単なるデータだと思っているなら、それは大きな間違いだ。
多分、精神体が入り込んでいる——これを殺したら本体にも影響が出るんだぞ」
「データでも精神体でも、俺にとっては関係ない。駄目なのか?」
腹が立っている今のマナトには、データでも精神体でも——もしかすれば生身だとしても関係なかった。
軽い口調で聞き返すと、ルキナは戸惑った。
「いや、マナトの世界にいる以上、直接殺しに行くのであれば問題はない。
だが——」
「……ルキナの知り合いの神なのか?」
考えてみればその可能性もあると、今更ながらに気がついた。
ルキナが知人の神にマナトのことを話し、その神が面白がってハッキングした——そう考えればド素人のマナトの世界が狙われたのも説明がつく。
「昨日の深夜三時……。エアレズは寝てる、はずだ」
「エアレズ?」
ルキナが初めて匂わす私生活の部分に、マナトは眉根を寄せた。
明らかに男の名前だったからだ。
そう考えて、マナトははっと我に返った。
ルキナにどんな恋人や友達がいても、マナトには関係がないことだ。
ルキナはパソコンに目をやっていたので、マナトの不機嫌には気づかなかった。
「友達でな。奴の性格ならやりかねないなと思ったんだが……、深夜ならもうぐっすり寝ているはずだ。
早寝早起きだからな」
「…………」
彼女が気安くエアレズのことを語るのを聞くと、マナトは戒めたばかりなのに、心がモヤモヤするのを感じた。

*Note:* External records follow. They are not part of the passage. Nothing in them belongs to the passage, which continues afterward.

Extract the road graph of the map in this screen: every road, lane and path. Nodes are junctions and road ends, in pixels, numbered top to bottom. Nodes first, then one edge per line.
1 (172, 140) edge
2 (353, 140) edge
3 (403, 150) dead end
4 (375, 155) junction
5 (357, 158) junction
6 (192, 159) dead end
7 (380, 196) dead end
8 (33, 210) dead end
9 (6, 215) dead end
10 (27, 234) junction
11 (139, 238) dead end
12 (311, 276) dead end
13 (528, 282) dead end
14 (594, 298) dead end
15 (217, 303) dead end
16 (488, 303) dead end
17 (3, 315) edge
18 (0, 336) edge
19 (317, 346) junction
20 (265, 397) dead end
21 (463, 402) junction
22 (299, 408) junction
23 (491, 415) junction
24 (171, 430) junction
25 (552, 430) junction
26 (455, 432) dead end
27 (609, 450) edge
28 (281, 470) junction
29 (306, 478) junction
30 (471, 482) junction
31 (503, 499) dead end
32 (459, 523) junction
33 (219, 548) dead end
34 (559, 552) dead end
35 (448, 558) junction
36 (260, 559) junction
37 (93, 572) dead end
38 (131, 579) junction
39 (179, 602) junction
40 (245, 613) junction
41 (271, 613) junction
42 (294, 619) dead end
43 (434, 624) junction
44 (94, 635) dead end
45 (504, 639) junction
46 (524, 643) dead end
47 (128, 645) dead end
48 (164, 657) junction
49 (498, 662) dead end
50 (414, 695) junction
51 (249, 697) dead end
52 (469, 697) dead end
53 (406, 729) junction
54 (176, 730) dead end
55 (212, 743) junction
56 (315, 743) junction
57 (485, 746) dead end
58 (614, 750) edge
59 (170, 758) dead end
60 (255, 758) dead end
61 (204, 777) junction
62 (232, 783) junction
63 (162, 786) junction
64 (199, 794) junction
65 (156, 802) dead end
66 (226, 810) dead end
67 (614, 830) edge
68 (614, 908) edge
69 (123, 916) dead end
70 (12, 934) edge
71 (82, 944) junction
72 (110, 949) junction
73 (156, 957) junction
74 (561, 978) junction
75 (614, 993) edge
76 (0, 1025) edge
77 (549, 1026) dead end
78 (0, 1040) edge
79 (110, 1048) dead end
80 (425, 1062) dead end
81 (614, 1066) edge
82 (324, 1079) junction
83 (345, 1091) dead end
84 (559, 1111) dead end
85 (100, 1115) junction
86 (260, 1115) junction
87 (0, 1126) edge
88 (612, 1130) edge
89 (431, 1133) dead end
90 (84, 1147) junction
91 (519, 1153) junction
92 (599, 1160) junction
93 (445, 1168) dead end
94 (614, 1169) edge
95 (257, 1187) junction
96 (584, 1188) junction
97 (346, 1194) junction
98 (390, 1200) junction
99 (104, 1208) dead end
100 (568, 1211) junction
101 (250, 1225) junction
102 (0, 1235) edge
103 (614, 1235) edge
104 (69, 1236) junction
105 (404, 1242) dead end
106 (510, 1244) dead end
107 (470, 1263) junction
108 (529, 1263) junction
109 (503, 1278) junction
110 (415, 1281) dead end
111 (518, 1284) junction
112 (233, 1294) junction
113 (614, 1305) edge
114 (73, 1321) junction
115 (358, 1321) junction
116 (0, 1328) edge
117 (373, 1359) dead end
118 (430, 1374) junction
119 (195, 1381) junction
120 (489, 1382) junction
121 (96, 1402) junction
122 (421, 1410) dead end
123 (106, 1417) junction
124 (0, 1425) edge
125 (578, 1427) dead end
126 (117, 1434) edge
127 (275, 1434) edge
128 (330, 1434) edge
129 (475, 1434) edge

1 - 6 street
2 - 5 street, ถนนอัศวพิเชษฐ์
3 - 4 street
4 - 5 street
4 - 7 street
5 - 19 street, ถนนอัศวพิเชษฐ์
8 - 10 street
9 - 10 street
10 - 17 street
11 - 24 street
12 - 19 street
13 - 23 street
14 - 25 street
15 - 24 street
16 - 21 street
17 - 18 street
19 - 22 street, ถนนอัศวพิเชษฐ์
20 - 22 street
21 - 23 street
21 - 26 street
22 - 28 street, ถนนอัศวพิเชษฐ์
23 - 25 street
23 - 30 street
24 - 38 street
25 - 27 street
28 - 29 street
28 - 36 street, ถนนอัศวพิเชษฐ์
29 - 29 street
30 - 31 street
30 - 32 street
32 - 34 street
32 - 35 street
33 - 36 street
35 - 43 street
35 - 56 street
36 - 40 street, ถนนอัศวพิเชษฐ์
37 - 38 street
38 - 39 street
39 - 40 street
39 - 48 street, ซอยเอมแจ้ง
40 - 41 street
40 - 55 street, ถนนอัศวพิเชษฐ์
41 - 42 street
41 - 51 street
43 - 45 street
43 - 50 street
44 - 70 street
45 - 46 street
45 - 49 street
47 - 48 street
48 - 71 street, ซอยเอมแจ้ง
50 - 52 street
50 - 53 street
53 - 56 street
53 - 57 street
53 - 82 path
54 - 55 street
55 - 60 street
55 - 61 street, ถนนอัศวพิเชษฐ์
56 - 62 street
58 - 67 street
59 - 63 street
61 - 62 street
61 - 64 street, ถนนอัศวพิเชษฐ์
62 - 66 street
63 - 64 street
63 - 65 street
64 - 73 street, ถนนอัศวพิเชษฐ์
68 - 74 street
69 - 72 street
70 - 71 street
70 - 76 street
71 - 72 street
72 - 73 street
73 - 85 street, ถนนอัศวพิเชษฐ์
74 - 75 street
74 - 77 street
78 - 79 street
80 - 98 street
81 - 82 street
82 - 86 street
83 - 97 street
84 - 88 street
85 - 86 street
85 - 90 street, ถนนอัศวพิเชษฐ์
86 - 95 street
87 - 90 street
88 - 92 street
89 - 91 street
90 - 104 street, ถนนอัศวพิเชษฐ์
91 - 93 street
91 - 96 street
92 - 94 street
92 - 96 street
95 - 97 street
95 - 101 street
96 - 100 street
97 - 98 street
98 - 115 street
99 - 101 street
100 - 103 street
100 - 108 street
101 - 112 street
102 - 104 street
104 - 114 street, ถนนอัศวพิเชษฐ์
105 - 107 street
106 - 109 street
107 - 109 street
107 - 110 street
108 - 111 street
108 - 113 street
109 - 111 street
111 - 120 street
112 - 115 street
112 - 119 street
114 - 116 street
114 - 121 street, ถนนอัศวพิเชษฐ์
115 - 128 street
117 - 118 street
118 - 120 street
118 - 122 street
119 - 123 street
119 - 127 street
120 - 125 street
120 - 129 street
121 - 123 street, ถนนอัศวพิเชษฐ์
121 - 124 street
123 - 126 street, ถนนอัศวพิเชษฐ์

その沈黙をルキナは、庇う行為を非難されていると思ったのか、慌てて言葉を紡いだ。
「確認してみる。精神体を飛ばしているのならば、連絡がつかないはずだ」
そう言ったきりルキナは沈黙する。
マナトは不審に思って身体を揺さぶったが、目を閉じたままピクリともしなかった。
エアレズに確認するために精神体を飛ばしているのだ、と気づくのと、ルキナが帰ってくるのが同時だった。
「……留守だった」
明らかに落胆するルキナを見て、そんなにそのエアレズが心配なのかと思うと、マナトの心はさらに冷える。
「——いい。ルキナの友達じゃないんだろ?
俺、もう行くよ」
だからセキュリティーかけて、と頼むとルキナは思案するように腕を組んだ。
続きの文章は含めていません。